RESPONSIBILITY:
 it’s everyone’s responsibility to proactively and critically evaluate the safety of our workplace. So that includes you. You are coming in with fresh eyes, and you’re expected to bring a fresh perspective and improve the current practices. Safety is also a learning objective of your graduate career, the best way to learn is to engage proactively.

RESOURCES: by the nature of research, which pushes the boundaries of the unknown, it’s likely that you will work with hazards about which you are the most knowledgeable person in the world. So that makes you the primary resource for safety in your laboratory.
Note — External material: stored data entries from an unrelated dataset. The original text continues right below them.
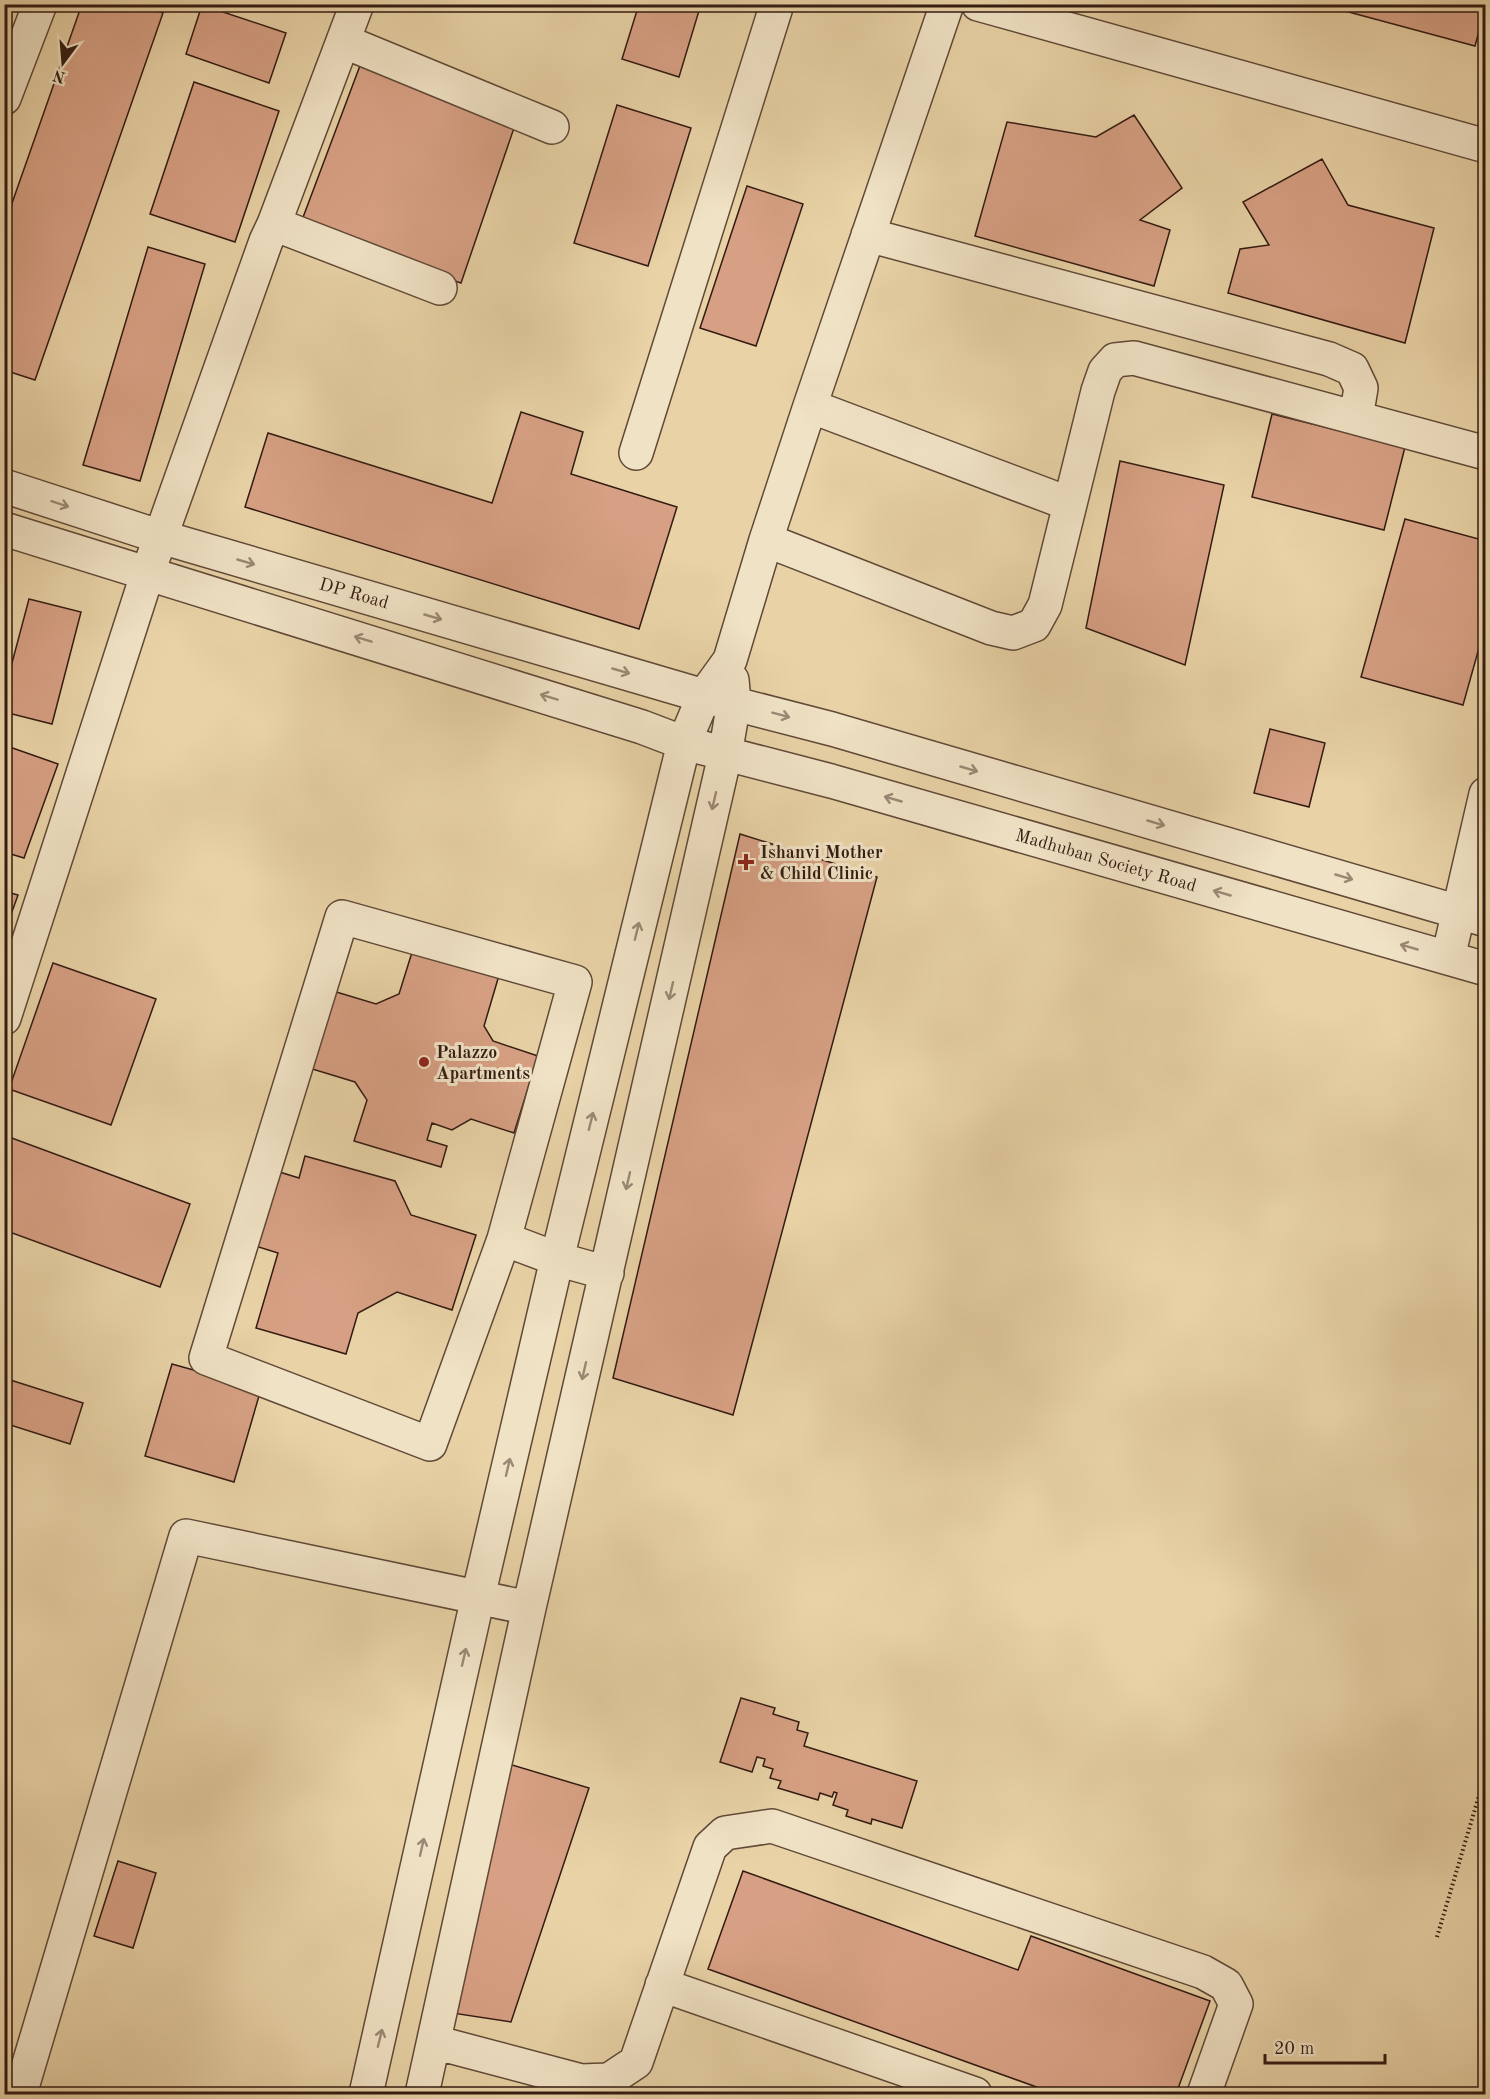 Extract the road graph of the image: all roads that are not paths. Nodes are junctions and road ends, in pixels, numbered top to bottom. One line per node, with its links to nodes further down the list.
1 (40, 4): 7 (street)
2 (357, 4): 6 (street)
3 (777, 4): 15 (street)
4 (947, 4): 11 (street)
5 (978, 4): 9 (street)
6 (351, 44): 8 (street); 10 (street); 10 (street)
7 (4, 98)
8 (552, 127)
9 (1485, 146)
10 (285, 228): 12 (street); 20 (street)
11 (868, 235): 13 (street); 14 (street)
12 (440, 288)
13 (810, 406): 18 (street); 21 (street)
14 (1356, 418): 16 (street); 18 (street)
15 (636, 453)
16 (1485, 453)
17 (4, 486): 20 (street, DP Road, one-way to 20)
18 (1070, 504): 21 (street)
19 (4, 529): 22 (street)
20 (161, 537): 22 (street); 23 (street, DP Road, one-way to 23)
21 (766, 540): 23 (street)
22 (148, 572): 24 (street, one-way to 22); 30 (street)
23 (719, 699): 24 (street); 25 (street); 27 (street, DP Road, one-way to 27)
24 (684, 743): 25 (street, Madhuban Society Road); 32 (street, one-way to 24)
25 (725, 754): 28 (street, Madhuban Society Road, one-way to 25); 33 (street, one-way to 33)
26 (1485, 794): 27 (street)
27 (1472, 915): 28 (street)
28 (1448, 958): 29 (street, Madhuban Society Road)
29 (1485, 969)
30 (4, 1018)
31 (504, 1239): 31 (street); 32 (street)
32 (557, 1259): 33 (street); 34 (street, one-way to 32)
33 (607, 1273): 35 (street, one-way to 35)
34 (478, 1597): 35 (street); 38 (street); 39 (street, one-way to 34)
35 (529, 1608): 37 (street)
36 (662, 1985): 37 (street); 41 (street); 42 (street)
37 (434, 2042): 40 (street)
38 (20, 2094)
39 (366, 2094)
40 (422, 2094)
41 (975, 2094)
42 (1204, 2094)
Now that’s a heavy burden, and you’ll need a lot of help with it, so seek out the related resources that are already out there and that may help you. Most of the times, there isn’t one single department or one single person, but a combination. Here are some suggestions:

HOW:

1.         Identify the hazards

  1. Remember that your working environment is not static – it evolves. For this reason you should be doing hazard identification all the time, orally, and periodically in writing. When there are new experiments, new students, new applications are also good times to identity the hazards.
  2. Plan for decommissioning at the design & operation stages.

2.         Know the measures in place to protect you from the hazard

  1. Safety features of the equipment
  2. Personal protection equipment
  3. Procedures and training

3.         Think of who else may be exposed to this hazard. How are they informed and protected?

4.         Post signs and communicate

5.         Be prepared to respond to an accident or a near-miss

  1. Emergency phone numbers posted by the phone, and saved in your cell phone. Land lines phone by the door of the lab.
  2. Who do you notify, how and when: lab safety officer, equipment owner, building manager, lab manager, vendor of the equipment.
  3. What actions do you take to make sure that the problem is fixed? Mistakes are valuable, because we learn from mistakes; don’t let mistakes go to waste.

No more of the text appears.